On November 7, 2020, a joint platform, Sanyukt Kisan Morcha (United Front of Farmers’, SKM) comprising around 500 farmer organisations representing tens of millions of farmers all over the country was constituted to lead the agitation against the farm laws. Once the acts were passed by Parliament in September 2020, the build-up of a spate of local protests in Punjab and Haryana led to an important development for the struggle, the call to “Dilli Chalo” (March on Delhi) given by the farmer organisations on November 26-27, 2020. Before this, The AIKSCC gave a call for countrywide protest actions on September 25. The farm leaders after a meeting in Delhi on October 27 gave a call of nationwide road blockades on November 5 to protest against the new laws. The AIKSCC gave a call for a ‘gramin bandh’ (rural strike) in solidarity with the trade union general strike on November 26, 2020 as the farmers marched towards Delhi under the call of Dilli Chalo.

Artwork: Debanjan Roy.

Alarmed by the Dilli Chalo call and for an all-India general strike called by major trade unions on November 26, the Haryana police raided the homes and offices of farmer-organisers and trade unionists at several places across the State on the night of November 24. The police took around 30 leaders and activists into preventive custody ahead of the Delhi March. However, the all-India strike was a huge success, and saw the participation of hundreds of thousands of workers cutting across all sections. The farmers’ march was not allowed to enter Delhi resulting in hundreds of thousands of farmers setting their camps on the borders of the capital city.

Unprecedented methods were used to keep protestors from marching towards Delhi. Farmers from Punjab, for example, who tried to enter the neighbouring state of Haryana enroute Delhi, faced heavy barricading, dug-up roads blocked by boulders, large concrete pipes, wires and huge piles of sand. At various points the police used tear gas and water cannon to disrupt the march. However, the lines of tractor-trolleys kept getting longer as more farmers joined the protestors.
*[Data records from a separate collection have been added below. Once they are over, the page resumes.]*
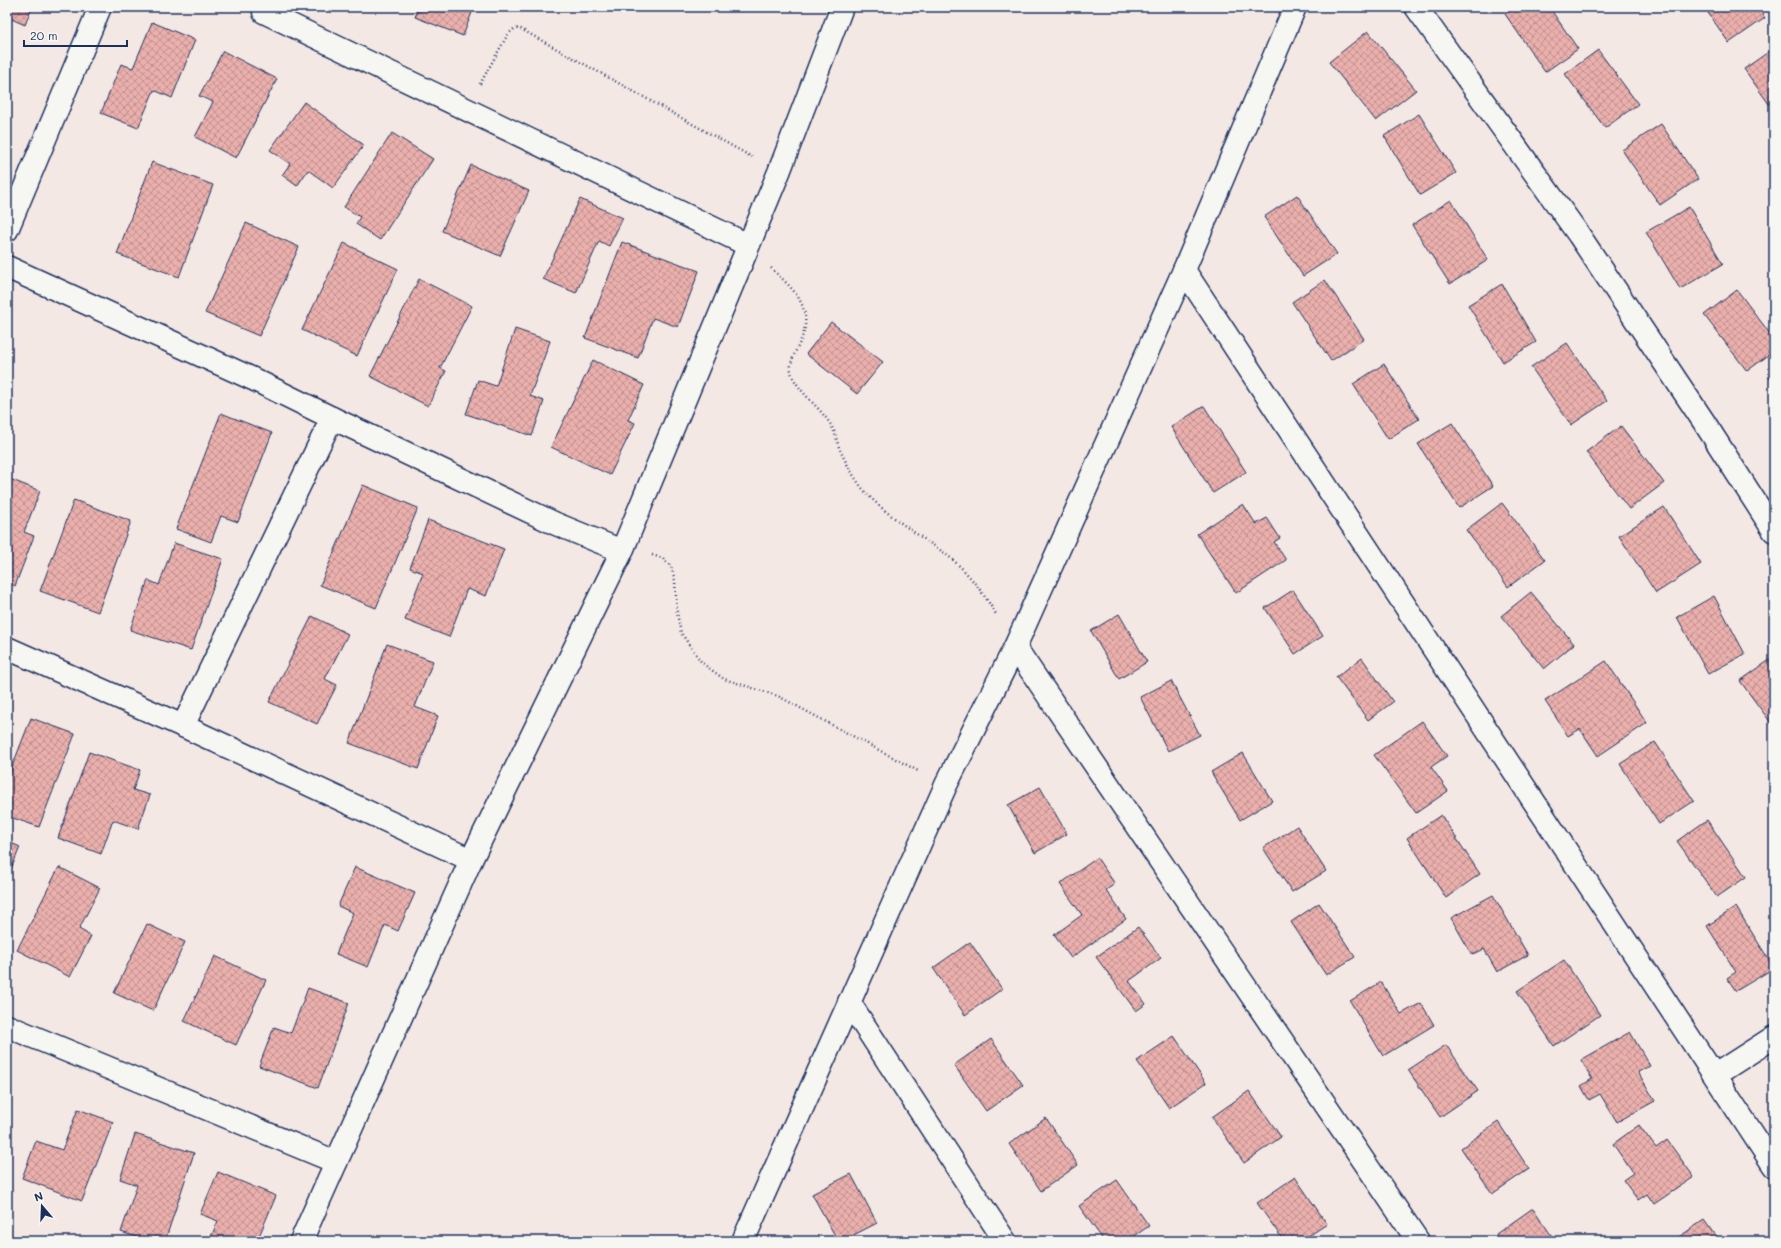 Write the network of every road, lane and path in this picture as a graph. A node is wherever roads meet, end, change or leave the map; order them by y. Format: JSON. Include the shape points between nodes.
{"nodes":[{"id":1,"x":100,"y":7,"type":"edge"},
{"id":2,"x":842,"y":7,"type":"edge"},
{"id":3,"x":1294,"y":7,"type":"edge"},
{"id":4,"x":1416,"y":7,"type":"edge"},
{"id":5,"x":260,"y":9,"type":"edge"},
{"id":6,"x":466,"y":108,"type":"junction"},
{"id":7,"x":779,"y":172,"type":"junction"},
{"id":8,"x":7,"y":230,"type":"edge"},
{"id":9,"x":748,"y":245,"type":"junction"},
{"id":10,"x":7,"y":267,"type":"edge"},
{"id":11,"x":1184,"y":270,"type":"junction"},
{"id":12,"x":332,"y":418,"type":"junction"},
{"id":13,"x":1774,"y":531,"type":"edge"},
{"id":14,"x":622,"y":551,"type":"junction"},
{"id":15,"x":1014,"y":647,"type":"junction"},
{"id":16,"x":7,"y":648,"type":"edge"},
{"id":17,"x":183,"y":726,"type":"junction"},
{"id":18,"x":946,"y":785,"type":"junction"},
{"id":19,"x":471,"y":860,"type":"junction"},
{"id":20,"x":849,"y":1002,"type":"junction"},
{"id":21,"x":7,"y":1026,"type":"edge"},
{"id":22,"x":1774,"y":1037,"type":"edge"},
{"id":23,"x":1716,"y":1075,"type":"junction"},
{"id":24,"x":336,"y":1162,"type":"junction"},
{"id":25,"x":1774,"y":1166,"type":"edge"},
{"id":26,"x":301,"y":1241,"type":"edge"},
{"id":27,"x":743,"y":1241,"type":"edge"},
{"id":28,"x":1005,"y":1241,"type":"edge"},
{"id":29,"x":1418,"y":1241,"type":"edge"}],
"edges":[{"from":1,"to":8,"type":"street"},
{"from":2,"to":7,"type":"street"},
{"from":3,"to":11,"type":"street"},
{"from":4,"to":13,"type":"street","via":[[1579,235]]},
{"from":5,"to":6,"type":"street"},
{"from":6,"to":7,"type":"path","via":[[508,34],[519,28]]},
{"from":6,"to":9,"type":"street"},
{"from":7,"to":9,"type":"street"},
{"from":9,"to":14,"type":"street"},
{"from":9,"to":15,"type":"path","via":[[797,296],[802,306],[806,322],[804,335],[789,368],[794,379],[834,431],[841,454],[854,475],[871,499],[941,550],[958,566],[987,599]]},
{"from":10,"to":12,"type":"street","via":[[253,379]]},
{"from":11,"to":15,"type":"street"},
{"from":11,"to":23,"type":"street"},
{"from":12,"to":14,"type":"street","via":[[556,524]]},
{"from":12,"to":17,"type":"street"},
{"from":14,"to":18,"type":"path","via":[[662,558],[671,566],[681,633],[702,663],[724,679],[778,696]]},
{"from":14,"to":19,"type":"street"},
{"from":15,"to":18,"type":"street"},
{"from":15,"to":29,"type":"street"},
{"from":16,"to":17,"type":"street"},
{"from":17,"to":19,"type":"street"},
{"from":18,"to":20,"type":"street"},
{"from":19,"to":24,"type":"street"},
{"from":20,"to":27,"type":"street"},
{"from":20,"to":28,"type":"street"},
{"from":21,"to":24,"type":"street"},
{"from":22,"to":23,"type":"street"},
{"from":23,"to":25,"type":"street"},
{"from":24,"to":26,"type":"street"}]}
Tractors and earth movers were brought from nearby villages to repair dug-up roads and remove blockades until, after a point, it seemed impossible to stop the marchers. Free community kitchens (langar) and cooked food stalls mushroomed overnight along the national highways passing through Haryana, where rural volunteers served food and made other arrangements for farmers. It was clear that the plans to stop the farmers from reaching Delhi had proved counter-productive. On November 27, the marchers reached two entry points to the national capital, Singhu (on National Highway 44) and Tikri (on National Highway 9). They were stopped at these points, although they demanded access to Jantar Mantar, the place in Delhi designated for public protests. On November 28, when the Home Minister invited farmers’ leaders for talks, the police asked them to vacate the roads and shift to another place. The farmers refused to shift from the borders of the city.

Artwork: Debanjan Roy.

After the protesting farmers sat at the borders, farmers from other parts of country, including Rajasthan, Madhya Pradesh, Uttarakhand, and Uttar Pradesh joined their ranks. Police in these states tried to prevent them from marching towards Delhi, and arrested many. Within a few days new border protest sites sprung up. These were at Ghazipur (where farmers from Uttar Pradesh joined), Shahjahanpur Kheda (on National Highway 48), where farmers from Rajasthan joined, Palwal (on National Highway 2) where farmers from Haryana, Madhya Pradesh and Uttar Pradesh put up their tents, and Dhansa-Badli (close to Gurugram) where farmers from southern Haryana started a protest site. A convoy of thousands of farmers that started from Maharashtra’s Nashik reached the border of Delhi at Shahjahanpur on December 25. By the end of December (2020), farmers from other Indian States were involved.

Leaders of the movement worked to give the struggle a more all-India character; they made regular visits to different States to address farmers about the impact of the new farm laws and to mobilise support for the protests.[2]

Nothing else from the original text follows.